In the past year, hotel chains and home-sharing sites have started encroaching on each other’s turf. Airbnb Inc. advertises hotel rooms on its platform and Marriott International Inc. recently launched a home-stay offering.
The latest player to blur the lines is short-term rental startup Sonder. The San Francisco-based hospitality company is expanding beyond its network of custom-designed vacation apartments, signing leases with 17 rundown mom-and-pop style hotels in New York, London, Dublin and other cities in recent months — and is negotiating an additional 40 properties.
Sonder targets the sweet spot between a home and a hotel, merging the vibe of an Airbnb in a hip neighborhood with the convenience of a hotel’s 24/7 concierge and professionally cleaned sheets. Sonder advertises its units on Airbnb and Expedia Group Inc.’s Vrbo, complying with local rules and regulations in the 21 cities where it operates.
After raising US$225 million in a funding round in July, valuing the company at more than US$1 billion, Sonder decided to veer away from its traditional short-term rental model and elbow its way into the hotel industry.
Co-founder and Chief Executive Officer Francis Davidson says Sonder will be raking in more revenue than Marriott by 2025. That won’t be easy: The world’s largest hotel company had revenue of US$21 billion last year and manages more than one million rooms.
By contrast, Sonder has 10,000 listings, albeit five times as many as it did a year ago. Moreover, its business model has some unwelcome parallels. Leasing space under long-term deals for short-term stays is what led WeWork Cos. to accumulate a pile of debt, which generated investor blow back and ultimately forced the postponement of its public market debut.

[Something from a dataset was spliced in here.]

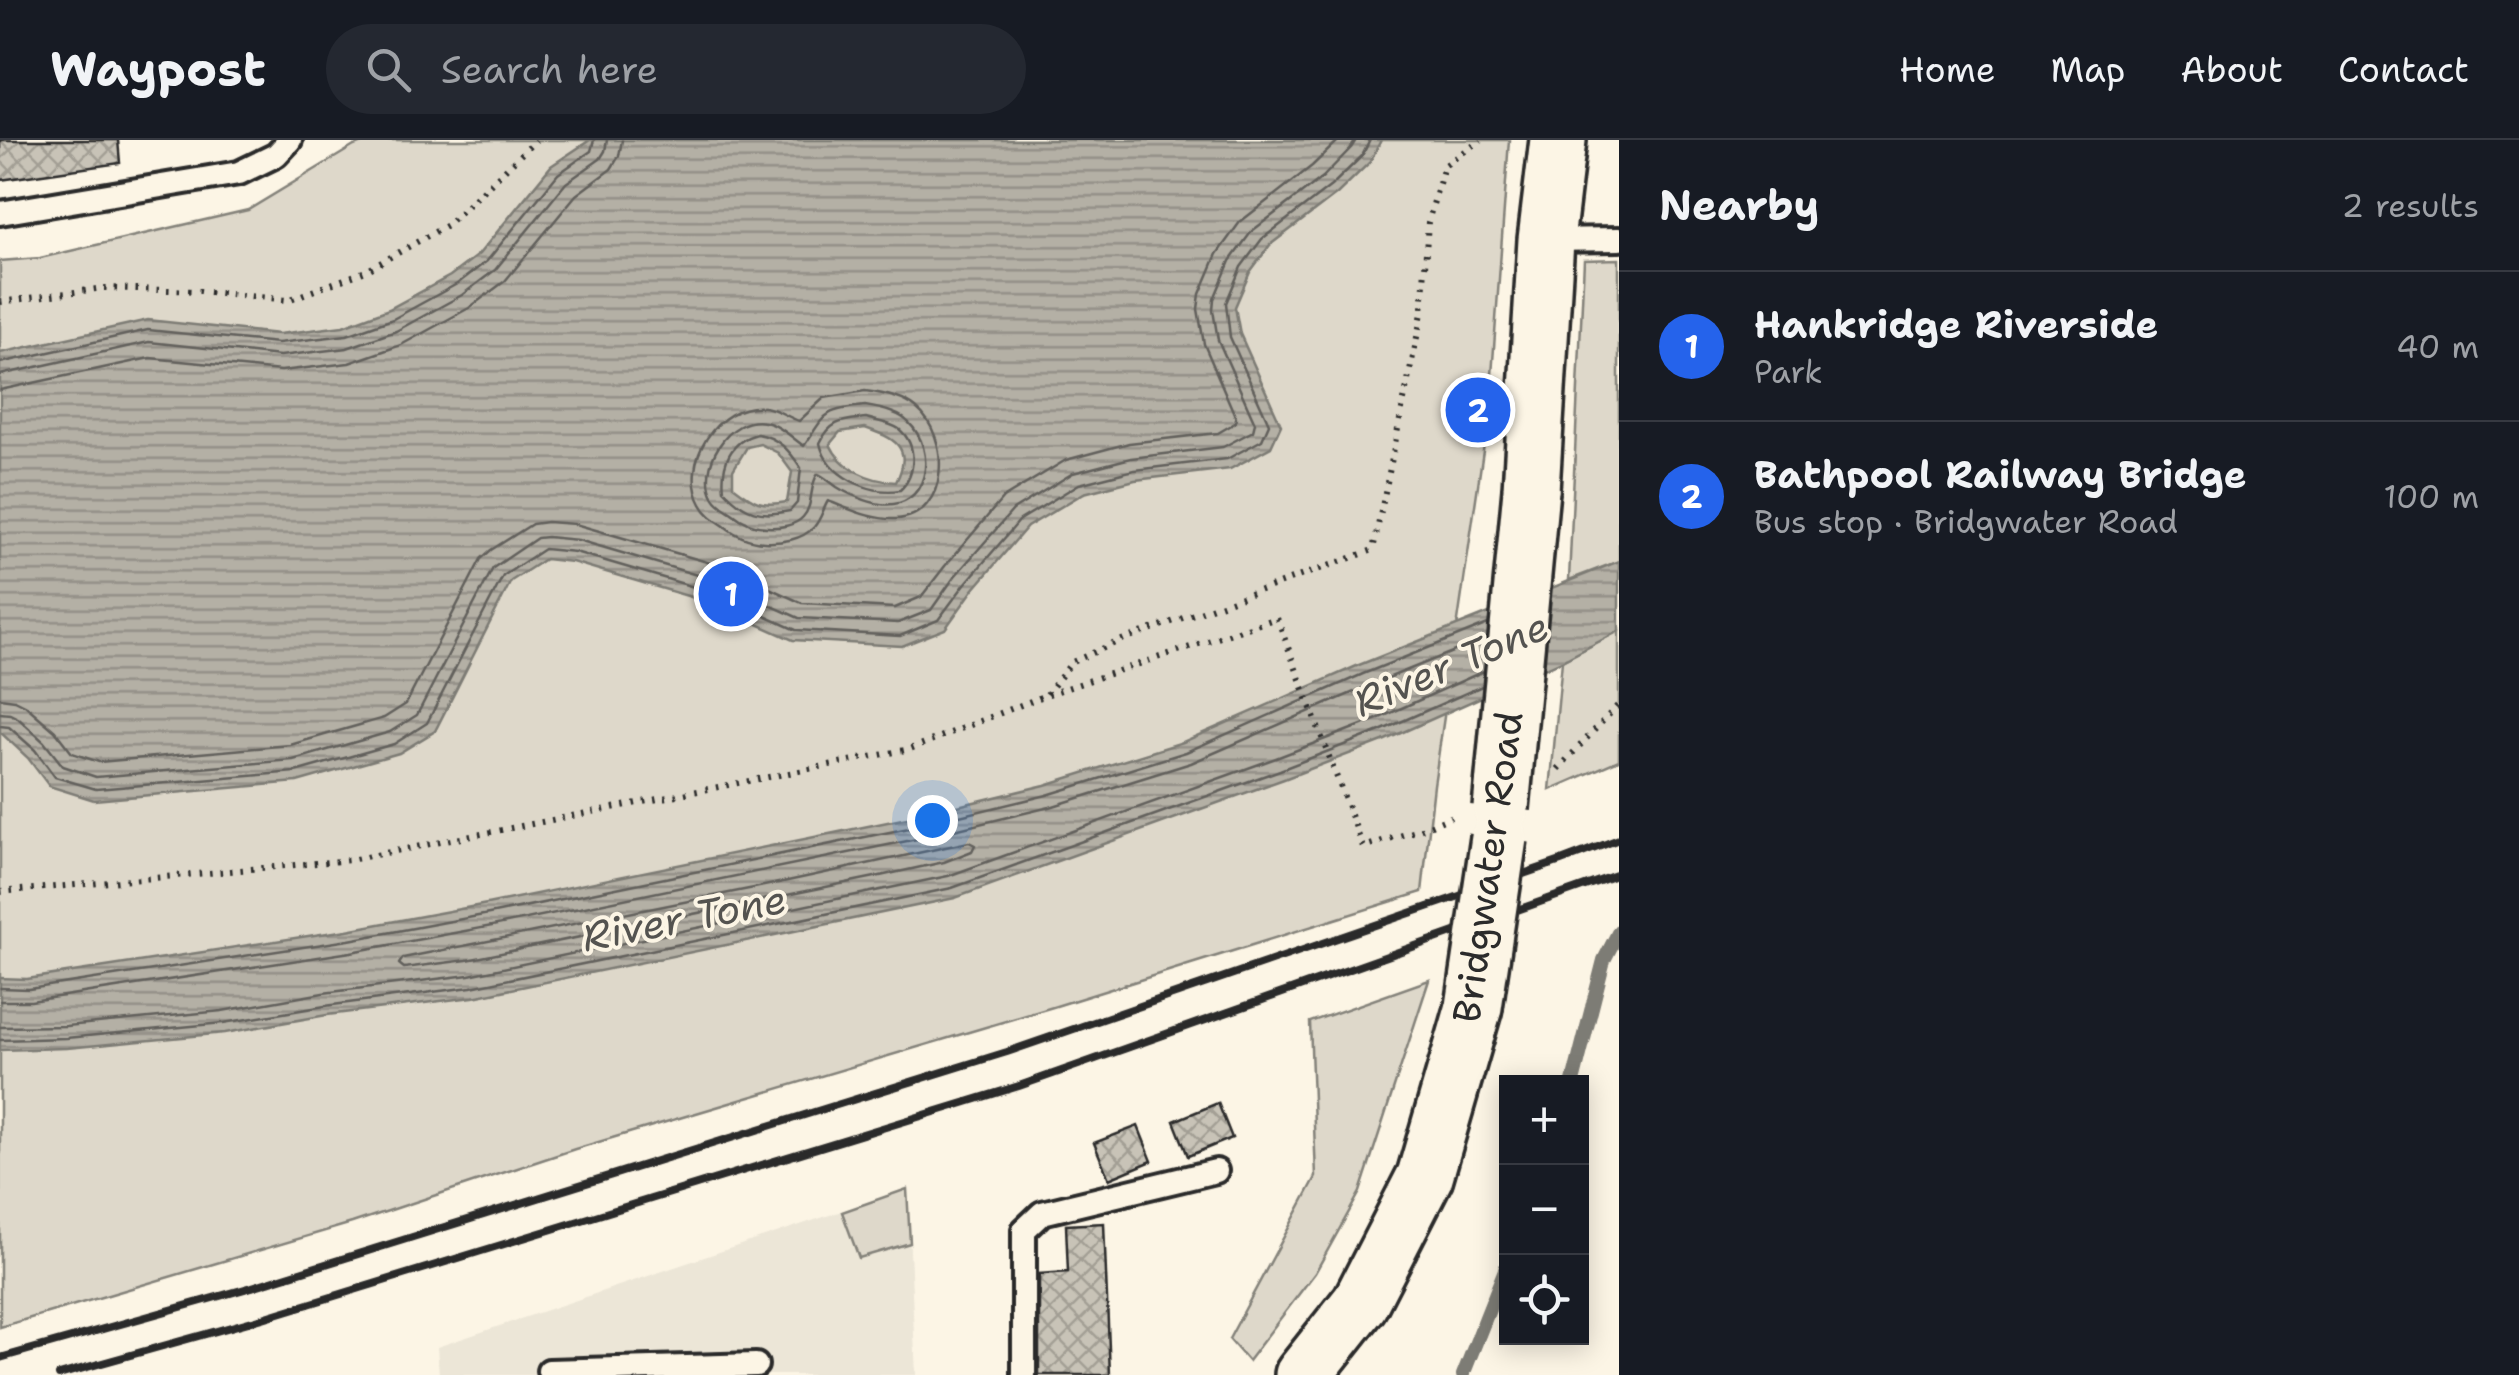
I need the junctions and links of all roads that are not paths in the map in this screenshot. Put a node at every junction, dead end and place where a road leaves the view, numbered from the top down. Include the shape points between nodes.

“We have seen how bad the reception was for WeWork doing leases and how it eats into profitability, especially in the initial phase when the company signs all these leases,” said Bloomberg Intelligence analyst Mandeep Singh. “The question is, what is it technologically that differentiates them from hotel chains — why would anybody pick a Sonder over a hotel?”
Davidson says Sonder can charge 20 per cent less than a four-star hotel, using technology to reduce costs and provide guests with a seamless on-app check-in, keyless entry and a mobile concierge. “Our big edge over hotels is that their model hasn’t evolved in the last 40 years,” Davidson says, adding that Sonder’s units are typically found in neighborhoods that major hotels don’t usually occupy.
The company has taken over old hat factories, police stables and small historic hotels like Philadelphia Queen Hotel, The Abbey Hotel in Miami or the Flatiron Hotel in New York.
Chirag Patel, who runs a family business of 10 small hotel properties in California, working with Sonder has removed his daily administrative tasks without denting his profits. “You get a fresh new look instead of the regular old 40 to 50 rooms that all look pretty much the same,” he says.
Lodging researcher and former New York University hospitality dean Bjorn Hanson says Sonder will likely come as a relief to mom-and-pop hotel owners like Patel, who may be tired of operating in a highly volatile market. At least with Sonder, “they pay the lease, they bear the risk,” he says.